(Please
note, this review is for the novella Behold
the Man, not Moorcock’s later novel-length expansion.)
For anyone
who has grown up in or around some form of Christianity, or at least read and
pondered on the subject of Christ, it is perhaps inevitable to wonder whether
the man actually existed, or, if we in the modern era are simply the receivers
of a myth tweaked and twisted, forged and reforged through time. No matter which cultural viewpoint you hail
from, the story has potential effect. Love,
guilt, sin, and sacrifice are, in fact, universal values. Michael Moorcock’s 1966 Behold the Man is thus a noteworthy novella for its very personal examination
of the Christ myth-history without dependence on religious agenda.
Karl
Glogauer is a bookshop owner who feels the weight of existence. Burdened with emotion from the life he’s
lived to date, when a friend shows him a time machine he’s invented, Glogauer
jumps at the chance to go back in time and learn whether Christ the man truly
existed, and whether the story we know is true.

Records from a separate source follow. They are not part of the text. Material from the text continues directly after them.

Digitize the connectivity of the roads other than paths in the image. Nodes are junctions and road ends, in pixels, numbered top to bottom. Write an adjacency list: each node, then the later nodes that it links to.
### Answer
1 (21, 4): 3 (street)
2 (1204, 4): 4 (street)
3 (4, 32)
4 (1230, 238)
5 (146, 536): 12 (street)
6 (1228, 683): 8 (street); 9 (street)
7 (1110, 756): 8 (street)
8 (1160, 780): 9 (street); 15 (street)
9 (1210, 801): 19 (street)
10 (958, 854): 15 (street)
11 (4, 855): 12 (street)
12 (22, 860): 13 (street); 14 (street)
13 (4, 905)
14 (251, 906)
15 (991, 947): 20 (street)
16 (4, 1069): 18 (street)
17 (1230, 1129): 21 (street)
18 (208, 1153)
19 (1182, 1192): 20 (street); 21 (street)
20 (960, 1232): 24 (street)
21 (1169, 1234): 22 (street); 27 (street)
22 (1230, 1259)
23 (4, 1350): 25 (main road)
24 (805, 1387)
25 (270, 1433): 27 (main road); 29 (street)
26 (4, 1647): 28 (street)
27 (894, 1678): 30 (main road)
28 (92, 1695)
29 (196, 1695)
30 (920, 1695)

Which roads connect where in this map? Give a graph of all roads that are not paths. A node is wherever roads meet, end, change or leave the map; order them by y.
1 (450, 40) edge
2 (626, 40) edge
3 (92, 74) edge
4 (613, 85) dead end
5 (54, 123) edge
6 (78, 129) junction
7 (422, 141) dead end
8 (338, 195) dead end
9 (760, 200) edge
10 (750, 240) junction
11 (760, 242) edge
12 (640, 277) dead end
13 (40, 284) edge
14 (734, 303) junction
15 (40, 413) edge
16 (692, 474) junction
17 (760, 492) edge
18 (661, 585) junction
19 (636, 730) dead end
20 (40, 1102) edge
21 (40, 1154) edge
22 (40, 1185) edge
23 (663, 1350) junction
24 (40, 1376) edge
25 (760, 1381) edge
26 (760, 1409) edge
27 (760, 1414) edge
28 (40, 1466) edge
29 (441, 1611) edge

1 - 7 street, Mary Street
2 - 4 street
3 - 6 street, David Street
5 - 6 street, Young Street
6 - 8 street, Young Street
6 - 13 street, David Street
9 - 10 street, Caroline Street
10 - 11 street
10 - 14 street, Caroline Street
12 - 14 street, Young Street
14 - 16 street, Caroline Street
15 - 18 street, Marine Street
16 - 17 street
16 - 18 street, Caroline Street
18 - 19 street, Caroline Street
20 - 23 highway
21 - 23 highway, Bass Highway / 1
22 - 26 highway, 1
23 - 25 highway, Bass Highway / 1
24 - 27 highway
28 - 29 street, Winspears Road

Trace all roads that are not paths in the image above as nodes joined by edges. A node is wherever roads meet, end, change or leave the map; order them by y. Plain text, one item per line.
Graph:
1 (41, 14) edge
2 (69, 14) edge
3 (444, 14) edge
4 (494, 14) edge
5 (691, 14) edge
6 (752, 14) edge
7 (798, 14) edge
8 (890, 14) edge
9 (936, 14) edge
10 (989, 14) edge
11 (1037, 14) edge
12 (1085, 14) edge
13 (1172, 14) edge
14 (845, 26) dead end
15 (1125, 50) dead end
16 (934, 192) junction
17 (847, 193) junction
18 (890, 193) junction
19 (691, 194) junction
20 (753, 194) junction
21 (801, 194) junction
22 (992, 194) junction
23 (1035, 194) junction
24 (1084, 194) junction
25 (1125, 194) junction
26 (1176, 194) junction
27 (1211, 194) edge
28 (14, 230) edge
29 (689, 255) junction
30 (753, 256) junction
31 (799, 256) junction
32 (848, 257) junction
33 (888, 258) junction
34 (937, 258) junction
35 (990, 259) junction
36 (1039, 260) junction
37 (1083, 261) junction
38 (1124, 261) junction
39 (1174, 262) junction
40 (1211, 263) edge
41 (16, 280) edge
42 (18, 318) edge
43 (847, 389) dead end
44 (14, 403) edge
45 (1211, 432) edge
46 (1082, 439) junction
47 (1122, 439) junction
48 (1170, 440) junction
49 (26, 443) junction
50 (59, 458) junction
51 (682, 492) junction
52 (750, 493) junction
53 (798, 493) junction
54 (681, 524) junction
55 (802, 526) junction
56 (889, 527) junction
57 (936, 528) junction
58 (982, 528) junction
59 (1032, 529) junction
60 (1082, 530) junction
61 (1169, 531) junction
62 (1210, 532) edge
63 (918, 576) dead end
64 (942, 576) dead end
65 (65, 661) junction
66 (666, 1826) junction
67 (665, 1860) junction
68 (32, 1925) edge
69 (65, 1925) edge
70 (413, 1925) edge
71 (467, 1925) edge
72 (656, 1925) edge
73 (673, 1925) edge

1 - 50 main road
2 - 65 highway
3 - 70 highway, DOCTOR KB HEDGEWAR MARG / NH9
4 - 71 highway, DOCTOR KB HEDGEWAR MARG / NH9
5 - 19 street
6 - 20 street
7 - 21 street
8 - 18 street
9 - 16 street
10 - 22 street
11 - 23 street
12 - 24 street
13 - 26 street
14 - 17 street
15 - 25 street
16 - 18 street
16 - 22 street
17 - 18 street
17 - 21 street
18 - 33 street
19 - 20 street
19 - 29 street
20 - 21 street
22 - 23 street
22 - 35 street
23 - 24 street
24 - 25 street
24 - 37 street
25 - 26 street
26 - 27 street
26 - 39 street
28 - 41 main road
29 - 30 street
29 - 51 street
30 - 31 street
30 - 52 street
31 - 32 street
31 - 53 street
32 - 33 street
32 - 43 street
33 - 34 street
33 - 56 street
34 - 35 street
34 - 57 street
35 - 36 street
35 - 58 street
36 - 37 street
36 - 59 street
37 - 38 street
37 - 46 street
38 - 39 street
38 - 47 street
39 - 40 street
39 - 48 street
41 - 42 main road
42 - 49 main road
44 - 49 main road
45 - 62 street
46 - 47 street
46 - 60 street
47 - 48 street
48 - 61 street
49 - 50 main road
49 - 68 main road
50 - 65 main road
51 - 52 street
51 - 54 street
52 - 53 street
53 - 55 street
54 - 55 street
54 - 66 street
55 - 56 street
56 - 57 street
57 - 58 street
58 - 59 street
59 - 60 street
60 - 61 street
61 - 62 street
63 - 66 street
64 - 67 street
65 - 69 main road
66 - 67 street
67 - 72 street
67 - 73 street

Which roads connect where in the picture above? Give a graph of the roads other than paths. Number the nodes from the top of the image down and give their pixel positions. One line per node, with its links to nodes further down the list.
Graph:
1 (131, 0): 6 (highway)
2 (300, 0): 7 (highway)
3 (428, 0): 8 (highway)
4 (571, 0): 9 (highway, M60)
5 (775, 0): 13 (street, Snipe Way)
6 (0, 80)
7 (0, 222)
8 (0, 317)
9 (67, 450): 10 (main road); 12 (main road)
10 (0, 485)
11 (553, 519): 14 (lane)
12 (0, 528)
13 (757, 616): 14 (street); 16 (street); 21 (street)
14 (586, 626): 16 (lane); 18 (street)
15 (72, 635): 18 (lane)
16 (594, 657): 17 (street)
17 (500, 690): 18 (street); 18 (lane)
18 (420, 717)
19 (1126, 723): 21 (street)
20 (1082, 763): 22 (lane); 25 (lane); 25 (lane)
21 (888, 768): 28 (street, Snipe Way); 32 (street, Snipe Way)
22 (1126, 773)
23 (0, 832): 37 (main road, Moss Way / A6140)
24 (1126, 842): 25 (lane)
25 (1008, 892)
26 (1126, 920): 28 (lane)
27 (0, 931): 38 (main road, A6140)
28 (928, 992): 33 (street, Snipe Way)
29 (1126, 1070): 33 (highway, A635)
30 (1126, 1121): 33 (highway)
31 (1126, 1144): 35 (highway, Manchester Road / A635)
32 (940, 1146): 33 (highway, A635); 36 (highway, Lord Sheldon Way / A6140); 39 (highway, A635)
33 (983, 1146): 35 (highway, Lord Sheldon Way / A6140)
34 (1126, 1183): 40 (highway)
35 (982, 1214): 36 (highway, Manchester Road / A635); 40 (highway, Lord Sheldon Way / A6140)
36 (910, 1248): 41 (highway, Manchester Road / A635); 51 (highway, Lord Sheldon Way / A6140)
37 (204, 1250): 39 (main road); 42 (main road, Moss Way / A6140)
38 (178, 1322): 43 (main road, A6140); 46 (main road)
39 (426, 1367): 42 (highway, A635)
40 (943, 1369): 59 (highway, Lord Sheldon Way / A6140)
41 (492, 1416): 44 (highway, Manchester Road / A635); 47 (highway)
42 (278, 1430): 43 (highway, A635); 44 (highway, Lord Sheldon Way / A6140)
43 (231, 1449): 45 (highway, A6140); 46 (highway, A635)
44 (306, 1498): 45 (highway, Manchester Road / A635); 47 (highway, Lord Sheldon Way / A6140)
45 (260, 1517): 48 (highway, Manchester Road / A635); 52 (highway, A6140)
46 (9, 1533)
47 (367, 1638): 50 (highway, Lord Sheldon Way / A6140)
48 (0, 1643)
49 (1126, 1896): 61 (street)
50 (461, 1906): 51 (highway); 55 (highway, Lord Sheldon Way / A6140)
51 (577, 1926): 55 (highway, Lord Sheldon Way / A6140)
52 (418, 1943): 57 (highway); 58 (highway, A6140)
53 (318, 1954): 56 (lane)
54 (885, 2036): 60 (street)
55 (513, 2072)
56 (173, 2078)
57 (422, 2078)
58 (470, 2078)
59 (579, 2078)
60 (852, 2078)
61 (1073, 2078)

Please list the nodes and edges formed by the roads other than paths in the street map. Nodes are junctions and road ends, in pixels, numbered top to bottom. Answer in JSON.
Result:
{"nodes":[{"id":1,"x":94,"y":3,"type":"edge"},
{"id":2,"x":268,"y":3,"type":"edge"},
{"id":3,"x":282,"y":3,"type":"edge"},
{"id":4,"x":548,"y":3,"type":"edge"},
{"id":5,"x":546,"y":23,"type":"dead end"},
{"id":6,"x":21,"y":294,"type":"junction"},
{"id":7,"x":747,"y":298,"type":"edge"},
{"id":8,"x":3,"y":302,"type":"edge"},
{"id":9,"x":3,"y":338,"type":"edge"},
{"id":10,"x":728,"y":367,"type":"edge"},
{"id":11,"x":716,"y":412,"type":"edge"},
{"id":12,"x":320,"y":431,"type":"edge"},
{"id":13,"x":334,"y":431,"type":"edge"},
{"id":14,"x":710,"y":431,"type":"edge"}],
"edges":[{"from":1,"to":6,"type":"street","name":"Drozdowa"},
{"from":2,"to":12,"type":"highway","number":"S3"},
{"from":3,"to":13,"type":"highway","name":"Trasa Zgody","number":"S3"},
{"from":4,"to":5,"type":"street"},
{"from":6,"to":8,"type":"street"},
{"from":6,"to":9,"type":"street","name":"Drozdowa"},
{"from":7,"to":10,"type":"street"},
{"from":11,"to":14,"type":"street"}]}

Landing amongts a group of Essennes and meeting John the Baptist, he
eventually finds his way to Nazarene to meet the carpenter—the man Jesus. Not finding what he expected at Joseph and
Mary’s home, Glogauer’s time traveling thereafter becomes what he, and the
reader, could never have expected.
In the
introduction Moorcock addresses the reader’s immediate concerns: Behold the Man is not a piece of
propaganda for or against Christianity or atheism. It is a personal piece that the reader must
experience themselves to make sense of, and, if desired, reflect upon. The ‘science’ of time travel ignored entirely,
traveling back to 29 A.D. is merely a plot device to examine the psychological,
emotional, social, and personal conflicts under a literary microscope of
humanist proportion, the Christ story the lens through which the story is refracted.
Though they
two exist in different dimensions, Moorcock’s usage of the Bible, particularly
the stories contained within, is similar to Bulgakov’s Biblical play in The Master and Margarita. Each approach
the holy book neither to uplift or destroy it, rather to use it as a tool—a
spade in fact—to dig at matters that lie beneath its surface. In the process, religious and non-religious
doors are opened that shed greater light on theology, the self, and
society. It goes without saying neither
writer appropriated the revered book for commercial gain, rather ideological
exposition.
In the end,
Behold the Man is a quality novella
that looks at the Christ story and its universal relationship to the self and
the psyche. (Should your view of
Christianity be too narrow, however, inevitably offense will be given.) Moorcock
writes in strong prose that drives his narrative full steam ahead
ideologically, so hard in fact, three years after writing the novella he
published a novel-length rendering. I
have not read the expanded version, but I can imagine the plot, particularly
the transitive elements occurring later, receive a greater degree of detail, thus
rendering the overall pacing more smooth.
I also imagine that with greater background depth, Glogauer’s story possesses
all the more impact. Regardless of length,
the concepts remain firmly in place due to the well-conceived structure and
implementation of ideas within. All in
all, it is science fiction used to great effect—without proselytizing.
This book makes a mockery of the bible and profanes the Holy Family. No Christian will want to read it.